Modernity can’t raise beasts to the level of man. Hence the only way of equalising them is to pull man down to the level of beasts.

And not just any old beasts but specifically herbivorous ones: eating animal flesh is another uncool thing, so considered by modern savages in the grip of the modern strain of lunacy.

But even if they accept, begrudgingly, the possibility of eating hamburgers or even – at their most permissive – of wearing mink pelts, they still make ivory not only illegal but also immoral.

Let me tell you, our crazed modern barbarians do draw moral distinctions in funny places. Oh the good old times, when that task was taken out of their hands.

6 thoughts on “Protect endangered species”

  1. Modern clarinets made of plastic lack the sound quality of the same instrument made of the old-fashioned African black wood [ebony]. Those ebony clarinets of the most expensive type when available also lacking the fidelity of the older instruments. Wood as harvested from the wild not old growth the grain the wood lacking density.

    Ivory can also be gotten from walrus tusks.

      1. It takes a long time for those trees to grow to the adequate maturity before harvesting would yield wood that makes for a good instrument.

  2. Many people seem to think that animals (especially rare animals) have a superior moral status to people. Recently, there was outrage over the shooting of a polar bear which had mauled someone and was about to kill others. And there was the claim that Harambe, the gorilla killed at Cincinatti Zoo after a terrifying incident with a young child, was “murdered”. I think that a culture which treats animals like humans ends up treating humans like animals. We are losing a vital distinction here, because those without the wisdom to appreciate it are allowed to opine about it.

  3. I think we are seeing a full-blown revival of pagan vitalism. I also think that ‘the good professor’ was only trying to address the trendy pagans in the language that they themselves use because physiologists are never known for their sentimentality (in fact they couldn’t ply their trade properly if they were so inclined). As for the vindictive ‘jobsworth’ officials, they have pursued their Kafka-esque habits for centuries in order to compensate for their lowly lot in life.

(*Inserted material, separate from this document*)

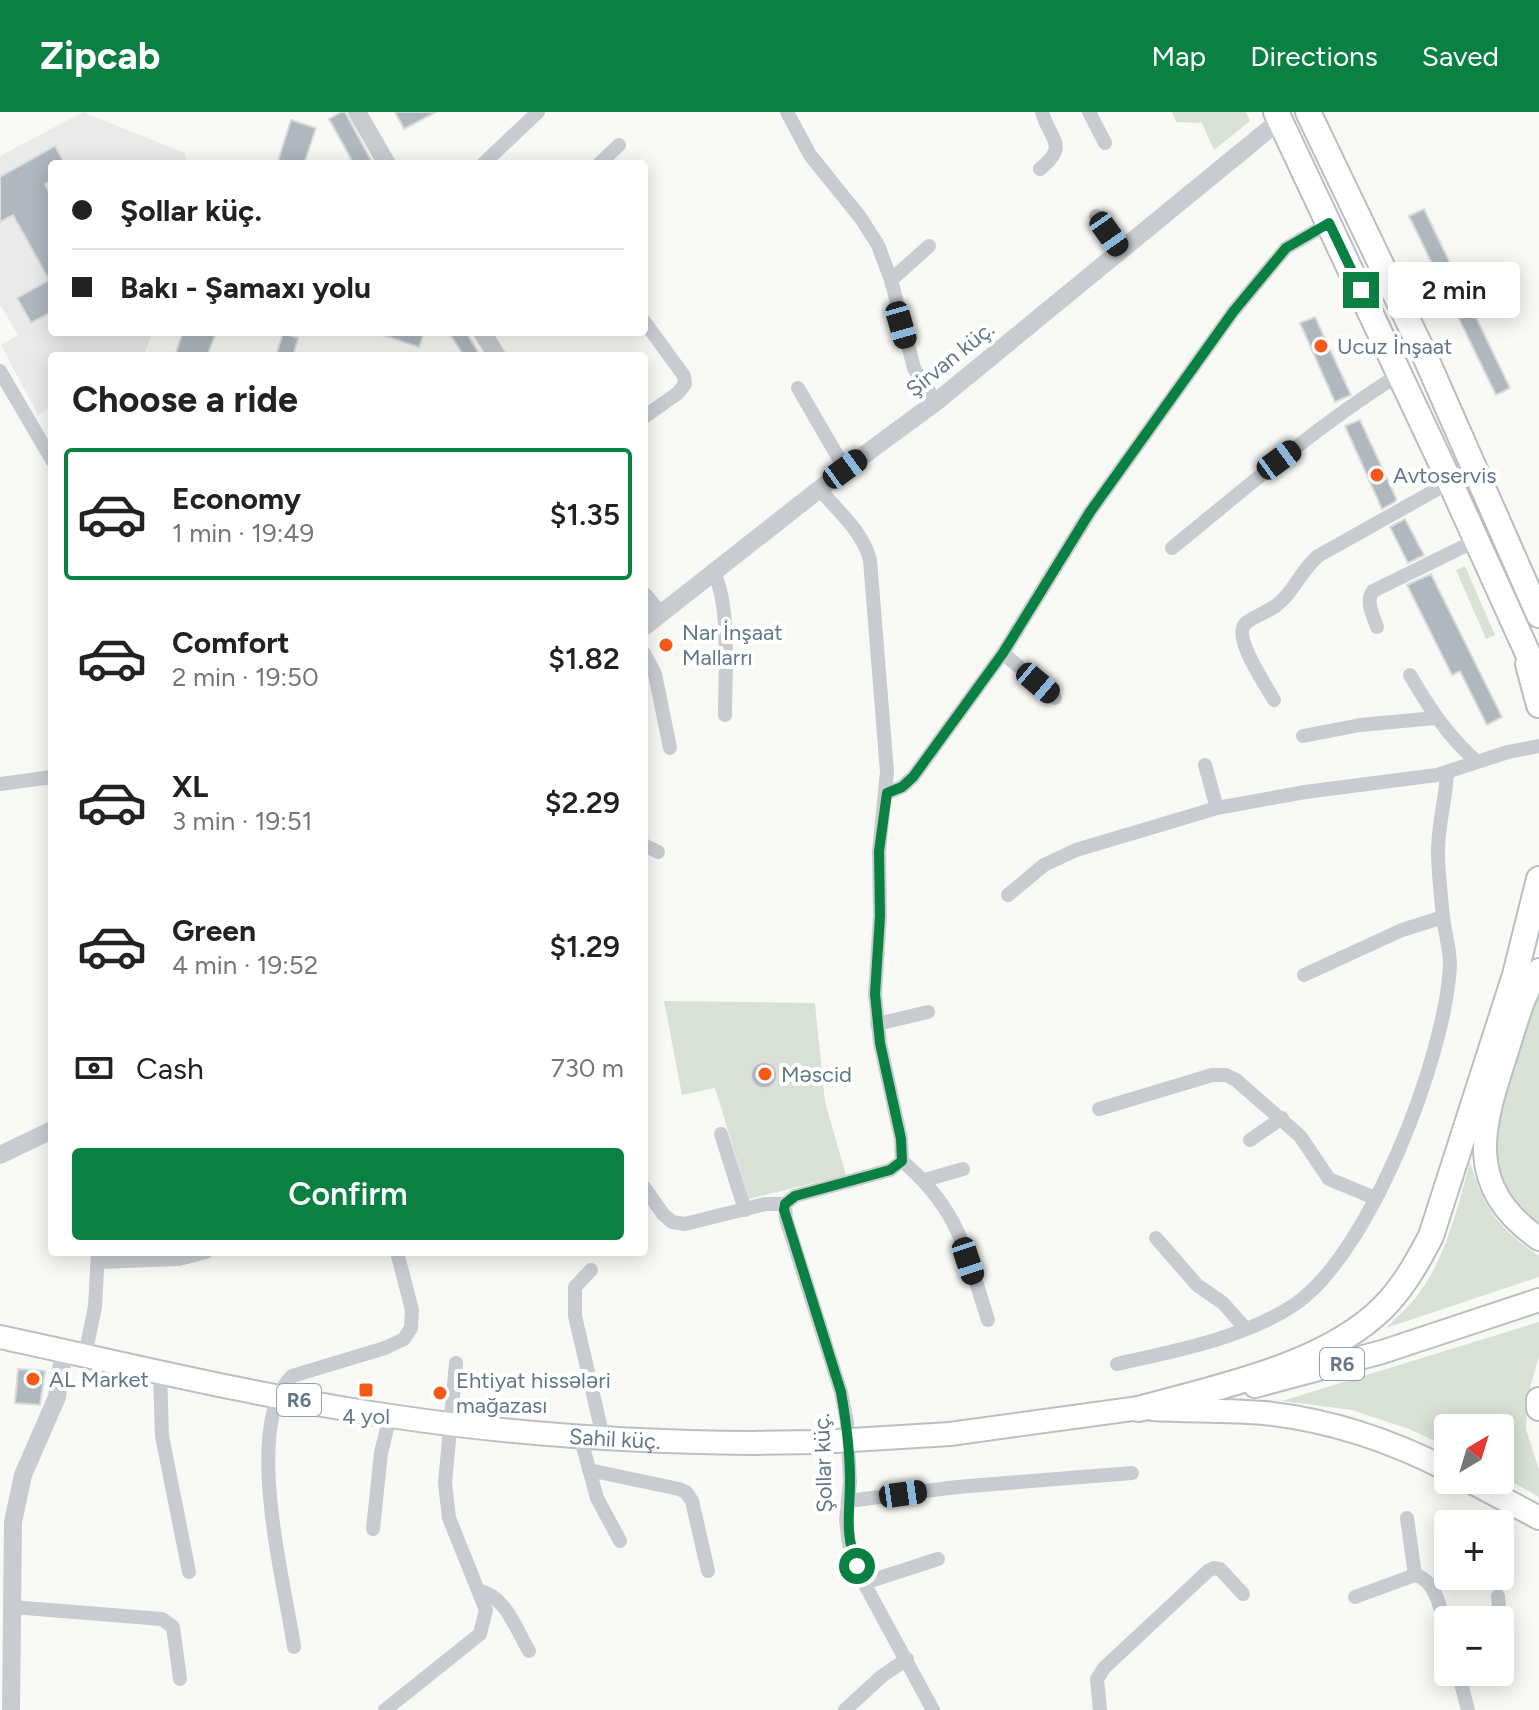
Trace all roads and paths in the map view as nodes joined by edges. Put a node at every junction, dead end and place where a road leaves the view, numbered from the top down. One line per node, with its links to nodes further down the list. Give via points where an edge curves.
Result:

    The ‘antique’ iron-framed pianos were built on an industrial scale and were destroyed on a similar scale in the mid-twentieth century on being made redundant by those new-fangled ‘home entertainment systems’. Student ‘rag weeks’ regularly featured piano smashing competitions where the object was to pass a piano through a one-foot square frame. I was assured that the pianos had deteriorated with age and would have sounded horrible to the ‘musical ear’.

    1. We’re one step removed from dancing around a totem pole with an elephant head on its top (provided, of course, the animal died of natural causes). As to those horrible-sounding pianos, some professional pianists I know have in their homes instruments 100 years old, or older. I suppose their ears aren’t musical enough.